What I'm doing here is to filter the initial csv to get only the LinearAccelerationEvent, then I want to map these objects to LinearAccelerationEvent class and generate a new RDD of LinearAccelerationEvent objects. For each line of the initial csv file I have to generate multiple LinearAccelerometerEvent objects but I do not know how to do it.
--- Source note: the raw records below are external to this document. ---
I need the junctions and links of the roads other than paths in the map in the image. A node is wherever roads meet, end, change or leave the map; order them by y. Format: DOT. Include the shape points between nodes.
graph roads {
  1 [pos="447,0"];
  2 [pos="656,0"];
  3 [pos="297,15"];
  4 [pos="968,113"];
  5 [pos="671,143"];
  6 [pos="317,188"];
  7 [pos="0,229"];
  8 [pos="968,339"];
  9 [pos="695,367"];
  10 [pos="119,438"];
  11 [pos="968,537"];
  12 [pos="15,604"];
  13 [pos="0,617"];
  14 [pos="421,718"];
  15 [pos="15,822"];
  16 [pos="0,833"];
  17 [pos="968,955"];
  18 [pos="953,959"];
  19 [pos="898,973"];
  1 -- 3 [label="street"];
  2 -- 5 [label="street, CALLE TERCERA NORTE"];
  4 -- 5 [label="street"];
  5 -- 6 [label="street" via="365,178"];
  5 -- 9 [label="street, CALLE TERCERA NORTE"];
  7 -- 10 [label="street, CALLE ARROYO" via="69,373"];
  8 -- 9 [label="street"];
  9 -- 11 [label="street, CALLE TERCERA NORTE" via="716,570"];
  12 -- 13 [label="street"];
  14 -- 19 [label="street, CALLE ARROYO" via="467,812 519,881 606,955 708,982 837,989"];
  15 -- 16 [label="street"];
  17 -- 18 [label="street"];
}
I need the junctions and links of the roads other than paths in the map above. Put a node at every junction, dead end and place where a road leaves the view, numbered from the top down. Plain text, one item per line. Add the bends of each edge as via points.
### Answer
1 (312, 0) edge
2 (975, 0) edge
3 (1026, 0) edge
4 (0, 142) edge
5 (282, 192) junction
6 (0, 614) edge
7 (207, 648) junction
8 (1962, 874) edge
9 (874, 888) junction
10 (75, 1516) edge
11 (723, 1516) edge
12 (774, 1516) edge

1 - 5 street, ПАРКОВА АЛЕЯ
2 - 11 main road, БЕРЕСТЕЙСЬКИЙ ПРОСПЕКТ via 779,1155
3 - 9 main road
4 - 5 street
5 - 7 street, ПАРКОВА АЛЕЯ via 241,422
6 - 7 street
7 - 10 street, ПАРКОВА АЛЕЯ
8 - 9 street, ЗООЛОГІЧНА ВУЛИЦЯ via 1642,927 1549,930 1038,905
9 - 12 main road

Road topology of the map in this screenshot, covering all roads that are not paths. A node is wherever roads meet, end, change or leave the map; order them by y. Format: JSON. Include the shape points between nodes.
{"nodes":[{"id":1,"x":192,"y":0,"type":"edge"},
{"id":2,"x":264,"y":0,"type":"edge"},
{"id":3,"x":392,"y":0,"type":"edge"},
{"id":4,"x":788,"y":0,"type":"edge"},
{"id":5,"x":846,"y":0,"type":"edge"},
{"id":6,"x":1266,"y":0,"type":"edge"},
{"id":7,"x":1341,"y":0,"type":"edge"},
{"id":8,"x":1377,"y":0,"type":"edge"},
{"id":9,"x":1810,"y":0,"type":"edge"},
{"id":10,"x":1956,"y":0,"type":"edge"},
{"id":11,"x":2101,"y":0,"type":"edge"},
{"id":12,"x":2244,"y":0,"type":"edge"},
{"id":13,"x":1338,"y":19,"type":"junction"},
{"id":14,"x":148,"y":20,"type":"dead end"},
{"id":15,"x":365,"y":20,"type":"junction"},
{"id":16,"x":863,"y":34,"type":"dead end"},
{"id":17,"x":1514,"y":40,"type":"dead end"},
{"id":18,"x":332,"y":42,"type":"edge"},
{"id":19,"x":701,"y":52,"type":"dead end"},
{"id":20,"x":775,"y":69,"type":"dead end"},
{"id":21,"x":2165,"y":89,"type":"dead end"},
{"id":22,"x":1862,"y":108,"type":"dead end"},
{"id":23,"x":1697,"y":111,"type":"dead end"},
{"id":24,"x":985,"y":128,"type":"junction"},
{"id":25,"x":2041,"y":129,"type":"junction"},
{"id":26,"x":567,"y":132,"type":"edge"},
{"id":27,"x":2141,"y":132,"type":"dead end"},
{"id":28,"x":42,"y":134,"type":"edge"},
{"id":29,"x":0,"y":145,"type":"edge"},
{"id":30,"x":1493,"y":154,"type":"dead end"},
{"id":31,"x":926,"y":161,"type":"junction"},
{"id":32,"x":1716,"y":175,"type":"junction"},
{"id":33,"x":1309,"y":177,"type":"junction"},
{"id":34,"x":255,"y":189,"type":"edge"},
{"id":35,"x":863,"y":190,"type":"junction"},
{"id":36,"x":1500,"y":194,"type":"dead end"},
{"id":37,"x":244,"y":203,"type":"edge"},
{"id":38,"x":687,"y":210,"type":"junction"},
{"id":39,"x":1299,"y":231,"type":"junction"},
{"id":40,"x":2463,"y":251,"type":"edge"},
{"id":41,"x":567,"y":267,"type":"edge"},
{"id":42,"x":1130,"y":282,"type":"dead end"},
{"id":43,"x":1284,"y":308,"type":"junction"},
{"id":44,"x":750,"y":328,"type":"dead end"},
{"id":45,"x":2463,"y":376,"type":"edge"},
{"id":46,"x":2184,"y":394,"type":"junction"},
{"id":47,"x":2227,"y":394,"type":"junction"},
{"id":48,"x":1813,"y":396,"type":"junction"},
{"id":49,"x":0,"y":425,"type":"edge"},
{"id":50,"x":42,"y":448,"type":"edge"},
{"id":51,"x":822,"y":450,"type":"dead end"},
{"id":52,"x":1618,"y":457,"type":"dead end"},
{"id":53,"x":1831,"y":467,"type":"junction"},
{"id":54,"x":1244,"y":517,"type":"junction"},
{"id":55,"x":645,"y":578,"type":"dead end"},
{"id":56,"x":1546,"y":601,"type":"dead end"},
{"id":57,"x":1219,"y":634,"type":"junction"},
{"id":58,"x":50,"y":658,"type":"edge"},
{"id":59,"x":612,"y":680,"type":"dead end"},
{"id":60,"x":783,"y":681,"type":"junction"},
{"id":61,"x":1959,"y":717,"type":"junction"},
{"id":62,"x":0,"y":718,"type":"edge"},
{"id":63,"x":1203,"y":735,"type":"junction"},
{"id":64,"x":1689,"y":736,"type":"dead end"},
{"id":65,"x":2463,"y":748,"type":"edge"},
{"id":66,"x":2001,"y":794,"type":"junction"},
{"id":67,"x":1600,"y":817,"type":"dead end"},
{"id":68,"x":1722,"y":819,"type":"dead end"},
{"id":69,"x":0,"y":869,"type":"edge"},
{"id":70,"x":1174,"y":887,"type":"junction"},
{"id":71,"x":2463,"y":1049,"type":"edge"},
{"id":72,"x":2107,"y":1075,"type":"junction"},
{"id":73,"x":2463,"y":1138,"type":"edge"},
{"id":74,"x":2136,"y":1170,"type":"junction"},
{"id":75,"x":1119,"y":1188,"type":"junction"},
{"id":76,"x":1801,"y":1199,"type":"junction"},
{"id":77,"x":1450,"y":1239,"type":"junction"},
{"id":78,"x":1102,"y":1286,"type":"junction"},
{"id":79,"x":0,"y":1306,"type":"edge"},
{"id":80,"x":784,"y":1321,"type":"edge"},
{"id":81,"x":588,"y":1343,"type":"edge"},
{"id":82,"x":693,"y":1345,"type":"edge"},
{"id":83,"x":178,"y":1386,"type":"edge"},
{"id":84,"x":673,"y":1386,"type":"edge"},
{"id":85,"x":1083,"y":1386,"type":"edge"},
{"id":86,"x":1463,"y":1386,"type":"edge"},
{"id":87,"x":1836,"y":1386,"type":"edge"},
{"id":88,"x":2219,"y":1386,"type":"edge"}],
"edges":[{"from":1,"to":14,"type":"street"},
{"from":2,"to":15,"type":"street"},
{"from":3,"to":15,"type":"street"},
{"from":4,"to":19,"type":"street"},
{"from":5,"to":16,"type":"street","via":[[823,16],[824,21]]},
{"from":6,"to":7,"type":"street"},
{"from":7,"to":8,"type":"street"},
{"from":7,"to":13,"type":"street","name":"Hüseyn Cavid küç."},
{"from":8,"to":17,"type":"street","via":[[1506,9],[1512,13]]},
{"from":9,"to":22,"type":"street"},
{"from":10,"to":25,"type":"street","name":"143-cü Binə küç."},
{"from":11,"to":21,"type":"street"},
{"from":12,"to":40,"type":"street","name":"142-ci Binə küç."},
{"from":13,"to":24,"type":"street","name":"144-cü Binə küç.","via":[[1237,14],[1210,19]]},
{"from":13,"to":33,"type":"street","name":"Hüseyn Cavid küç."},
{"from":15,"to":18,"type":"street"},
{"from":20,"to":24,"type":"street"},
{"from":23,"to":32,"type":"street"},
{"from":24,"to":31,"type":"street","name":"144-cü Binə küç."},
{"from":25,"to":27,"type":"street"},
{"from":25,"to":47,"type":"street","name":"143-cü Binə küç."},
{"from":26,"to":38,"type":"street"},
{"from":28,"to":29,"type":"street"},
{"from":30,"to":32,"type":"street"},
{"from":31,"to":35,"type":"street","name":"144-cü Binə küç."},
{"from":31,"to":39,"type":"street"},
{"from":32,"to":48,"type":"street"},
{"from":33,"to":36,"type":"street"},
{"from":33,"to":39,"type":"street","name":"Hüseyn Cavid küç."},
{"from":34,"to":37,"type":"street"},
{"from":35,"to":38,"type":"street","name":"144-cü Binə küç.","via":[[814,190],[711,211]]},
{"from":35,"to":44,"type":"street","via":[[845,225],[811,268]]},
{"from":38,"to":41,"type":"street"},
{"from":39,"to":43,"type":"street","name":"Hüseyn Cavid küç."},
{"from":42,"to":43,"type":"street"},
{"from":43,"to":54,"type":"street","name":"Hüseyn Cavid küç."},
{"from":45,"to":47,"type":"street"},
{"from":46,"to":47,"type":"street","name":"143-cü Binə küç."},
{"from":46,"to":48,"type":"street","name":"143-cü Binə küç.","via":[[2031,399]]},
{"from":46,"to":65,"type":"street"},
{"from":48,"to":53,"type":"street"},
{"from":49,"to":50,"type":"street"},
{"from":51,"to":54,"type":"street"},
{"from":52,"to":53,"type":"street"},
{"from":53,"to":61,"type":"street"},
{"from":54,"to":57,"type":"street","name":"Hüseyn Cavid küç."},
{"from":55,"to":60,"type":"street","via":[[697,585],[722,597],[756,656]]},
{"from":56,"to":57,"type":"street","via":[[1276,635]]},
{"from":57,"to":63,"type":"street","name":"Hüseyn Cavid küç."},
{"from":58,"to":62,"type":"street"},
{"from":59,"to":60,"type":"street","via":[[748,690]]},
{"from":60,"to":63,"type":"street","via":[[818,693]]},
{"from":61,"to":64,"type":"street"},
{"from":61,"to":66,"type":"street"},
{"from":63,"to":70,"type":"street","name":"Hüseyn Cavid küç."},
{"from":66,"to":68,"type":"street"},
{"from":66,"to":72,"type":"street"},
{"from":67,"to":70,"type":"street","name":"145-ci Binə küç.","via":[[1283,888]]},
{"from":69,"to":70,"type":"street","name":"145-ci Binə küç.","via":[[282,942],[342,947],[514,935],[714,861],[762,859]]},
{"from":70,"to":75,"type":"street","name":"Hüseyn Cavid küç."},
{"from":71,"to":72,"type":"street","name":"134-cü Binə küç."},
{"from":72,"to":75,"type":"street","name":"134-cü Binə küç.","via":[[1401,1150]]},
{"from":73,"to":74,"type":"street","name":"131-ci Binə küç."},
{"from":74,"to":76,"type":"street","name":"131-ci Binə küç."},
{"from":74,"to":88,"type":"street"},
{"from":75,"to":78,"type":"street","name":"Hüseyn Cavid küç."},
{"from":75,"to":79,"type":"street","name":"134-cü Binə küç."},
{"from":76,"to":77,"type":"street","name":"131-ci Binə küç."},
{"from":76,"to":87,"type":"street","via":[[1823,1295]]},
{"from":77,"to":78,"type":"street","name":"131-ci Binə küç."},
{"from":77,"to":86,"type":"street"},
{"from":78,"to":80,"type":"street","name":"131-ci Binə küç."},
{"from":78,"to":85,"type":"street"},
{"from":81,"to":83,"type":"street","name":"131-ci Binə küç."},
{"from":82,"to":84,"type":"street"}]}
The reason why I want to do it is that later this RDD will be pushed to cassandra like this:

javaFunctions(linearAccelerationEventJavaRDD).writerBuilder("d300ea832fe462598f473f76939452283de495a1", "linearaccelerationevent", mapToRow(LinearAccelerationEvent.class)).saveToCassandra();

So the ideal solution will be something like:

JavaRDD<LinearAccelerationEvent> linearAccelerationEventJavaRDD = csvFile.filter(
                new Function<String, Boolean>() {
                    public Boolean call(String line) {
                        return line.contains("LinearAccelerationEvent");
                    }
                }).map(
                new Function<String, LinearAccelerationEvent>() {
                    public LinearAccelerationEvent call(String line) throws Exception {
                        String[] fields = line.split(",");
                        for() {
                           LinearAccelerationEvent linearAccelerationEvent = new LinearAccelerationEvent(Long.valueOf(fields[4]), Float.valueOf(fields[1]), Float.valueOf(fields[2]), Float.valueOf(fields[3]));
                           return linearAccelerationEvent;
                        }
                }
            }).cache();

I can use the foreachPartition() function and push each event of the for loop to Cassandra but I saw this approach is much slower. Is it possible to not user foreach to do what I want to do? Thank you


Solution

  • If I'm understanding you correctly, return a collection (e.g. List) of LinearAccelerationEvent and call flatMap instead of map. This will produce a value in the resulting RDD for each acceleration event.

    flatMap is the same as calling map followed by flatten. If you're familiar with Hive it's similar to using the explode DTF available in HiveQL.